Olağanüstü genel kurulda yaşananlarla ilgili uzun uzun analizler yapıp, lafı dolandırmaya hiç ama hiç gerek yok. Herkes neler yaşandığını ziyadesiyle izledi, anladı ve bir fikre sahip oldu.

Fenerbahçe camiası, yıllardır süregelen olaylar karşısında bir aksiyon alma hakkına sahip. Ama işgal altındaki ülkenin padişahı bile düşman kayığına binip kaçarken, bu vatan için mücadele eden ve cepheye silah taşıyan bir camianın, "oynamıyorum" deme hakkı yoktur. Bu tavır, 117 yıllık tarihine hakarettir.

Sürekli "Türkiye'nin en büyük sivil toplum örgütü" diye haklı bir övgüyle bahsettiğiniz Fenerbahçe, tarih boyunca girdiği her savaştan galip çıkmıştır. Hal böyleyken, hangi sebeple olursa olsun, meydanı boş bırakmak Fenerbahçe'nin geçmişine ihanettir.

Eğer varsa bir düşman...

Her şeyi geçtim. Sayın Ali Koç'un hep söylediği bir söz var; "Atatürk'ün hangi takımlı olduğu değil, hangi takımın Ata'mızın izinden gidip değerlerine sahip çıktığı önemlidir." 

Şimdi soruyorum, yedi düvele meydan okumuş Gazi Mustafa Kemal, "herkes bize düşman ya" diyip Samsun'a çıkmasaydı ne olurdu? Milli mücadeleyi örgütlerken bile, kendisine muhalif olanlara karşı "siz de hiç destek vermiyorsunuz ya" deseydi başarılı olabilir miydi? 

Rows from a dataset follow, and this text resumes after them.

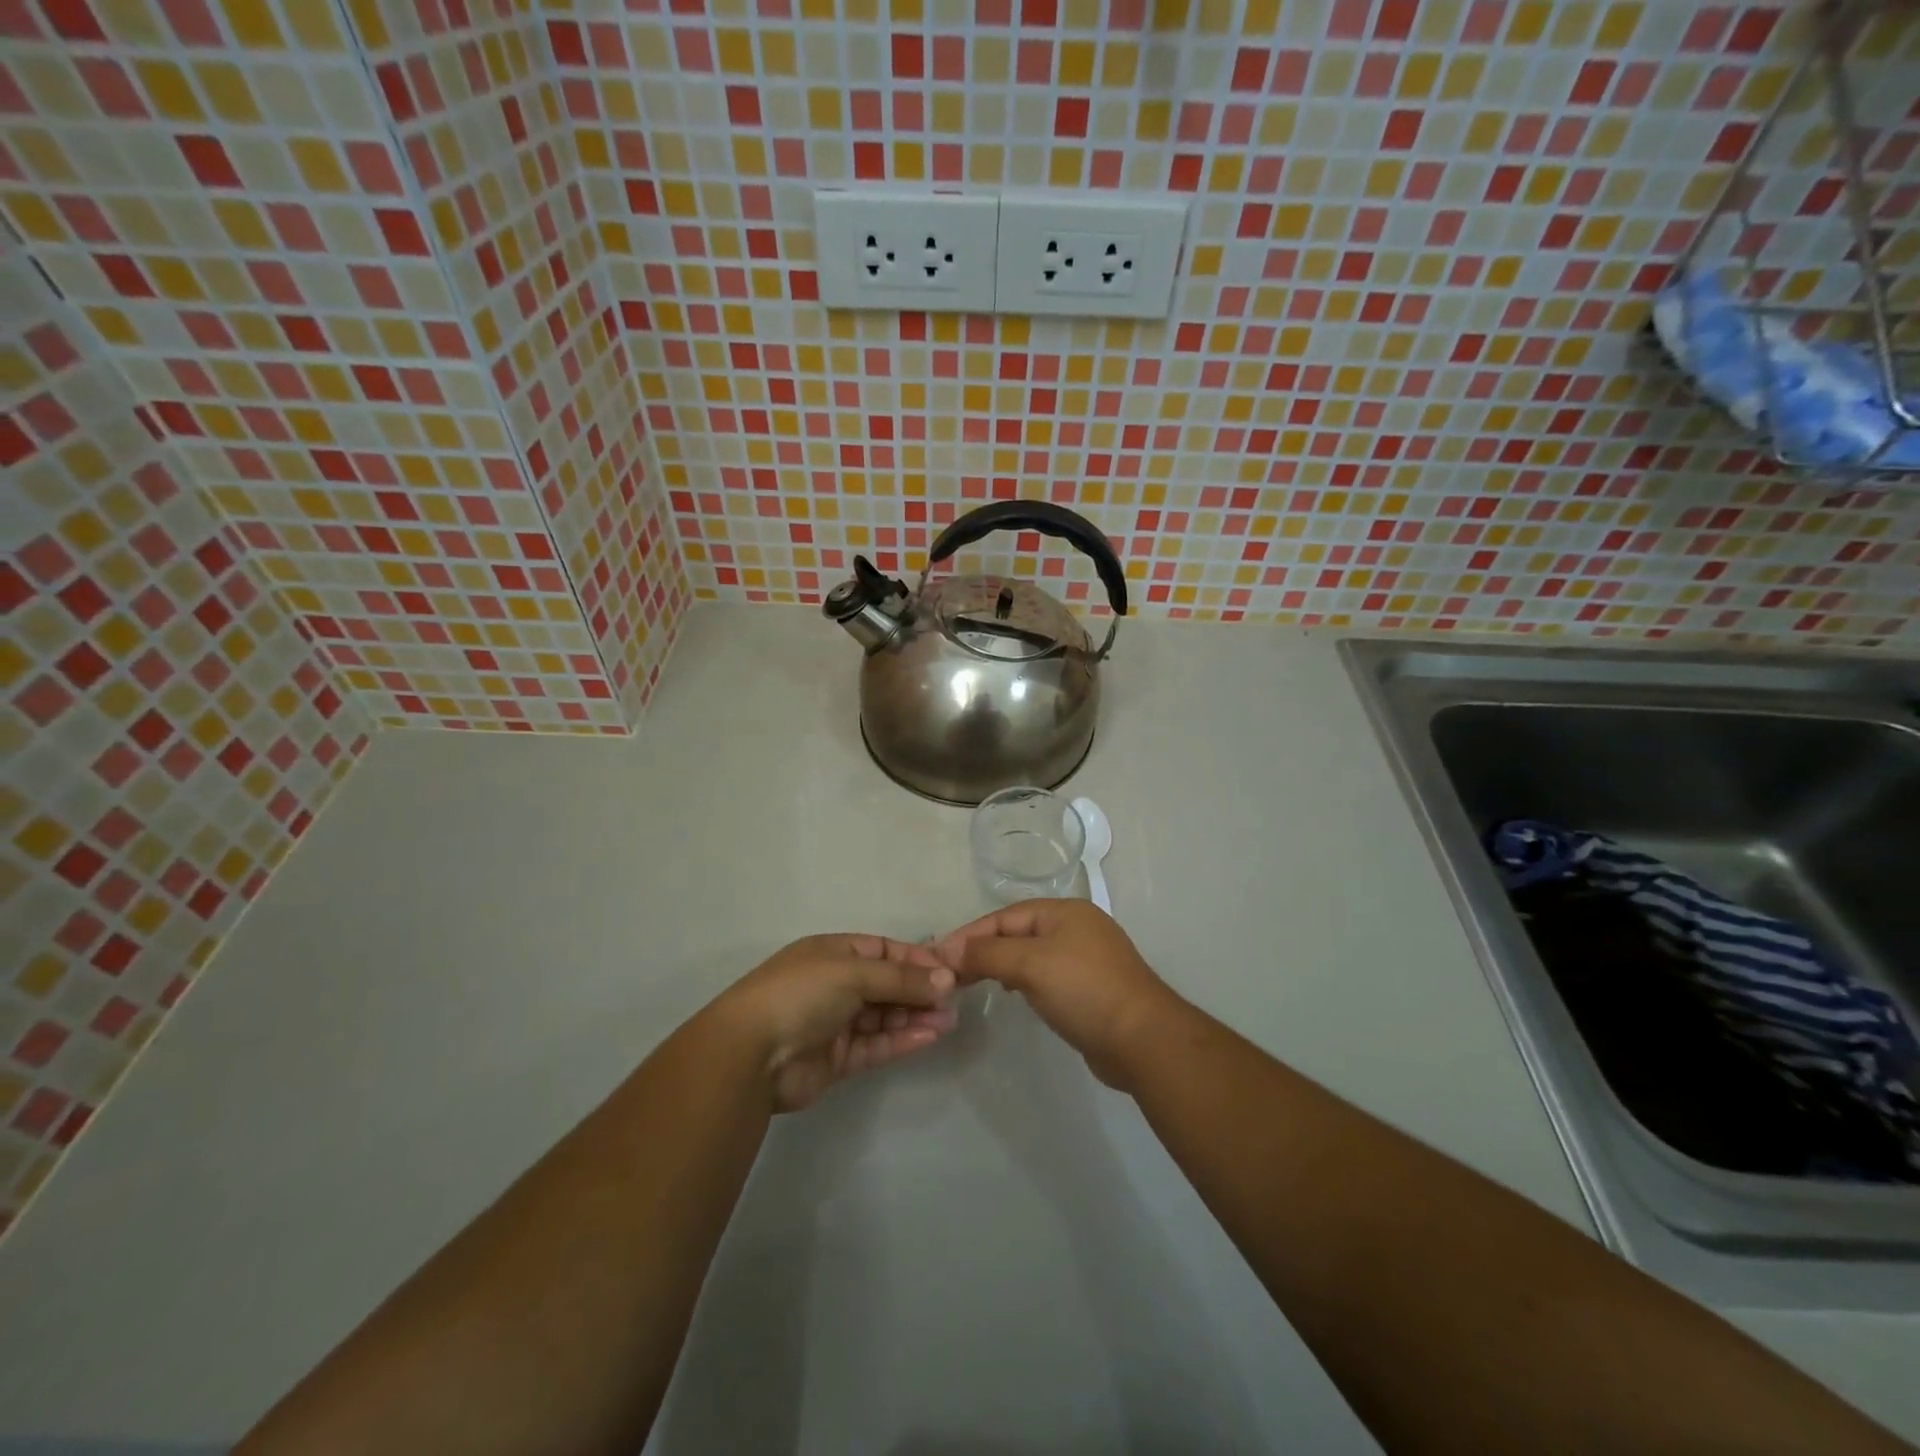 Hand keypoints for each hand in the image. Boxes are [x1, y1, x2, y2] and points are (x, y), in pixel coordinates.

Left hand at [714, 934, 957, 1111]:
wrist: (750, 1054)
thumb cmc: (801, 994)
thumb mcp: (853, 972)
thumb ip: (901, 978)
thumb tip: (946, 979)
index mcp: (833, 953)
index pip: (884, 950)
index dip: (916, 958)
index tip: (950, 970)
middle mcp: (835, 984)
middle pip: (887, 984)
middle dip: (920, 990)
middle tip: (955, 1000)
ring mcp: (836, 1023)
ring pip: (885, 1016)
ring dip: (916, 1016)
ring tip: (949, 1020)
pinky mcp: (837, 1059)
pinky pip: (876, 1045)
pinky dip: (902, 1040)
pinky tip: (929, 1037)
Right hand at [933, 900, 1181, 1089]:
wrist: (1143, 1039)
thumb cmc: (1084, 990)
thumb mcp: (1030, 965)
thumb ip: (987, 954)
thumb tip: (950, 950)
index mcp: (1064, 911)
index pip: (1005, 916)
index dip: (970, 934)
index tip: (939, 956)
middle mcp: (1076, 927)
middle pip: (1018, 932)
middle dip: (984, 950)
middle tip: (951, 973)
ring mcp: (1087, 958)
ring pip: (1032, 954)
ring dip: (1002, 965)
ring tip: (974, 981)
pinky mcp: (1091, 988)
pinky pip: (1047, 975)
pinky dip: (1024, 980)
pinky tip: (1013, 993)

Eğer varsa bir düşman, "Türkiye'nin en büyük sivil toplum örgütü" dediğiniz Fenerbahçe'nin onu bir kaşık suda boğması lazım. Eğer olmuyorsa da, bu Fenerbahçe'nin zayıflığından değil, gerekeni yapamayanların basiretsizliğindendir.

Şampiyon olamasanız da!

Asıl önemli olanın, Atatürk'ün değerlerine sahip çıkmak olduğunu düşünüyorsanız,; bırakın Fenerbahçe Ata'sının yolundan gitsin ve sahada terinin son damlasına kadar mücadele etsin.

Emin olun, şampiyon olamasanız da bu camia, her zaman olduğu gibi hem bu takımın hem de sizin hakkınızı verir.

Hiçbir şeyi göremiyorsanız, tek lafınızla dünyanın her yerinden gelen binlerce kongre üyesinin, rahmetli İslam Çupi'nin meşhur "ne kupa büyüklüğü, ne şampiyonluk" tarifinin ispatı olduğunun farkına varın.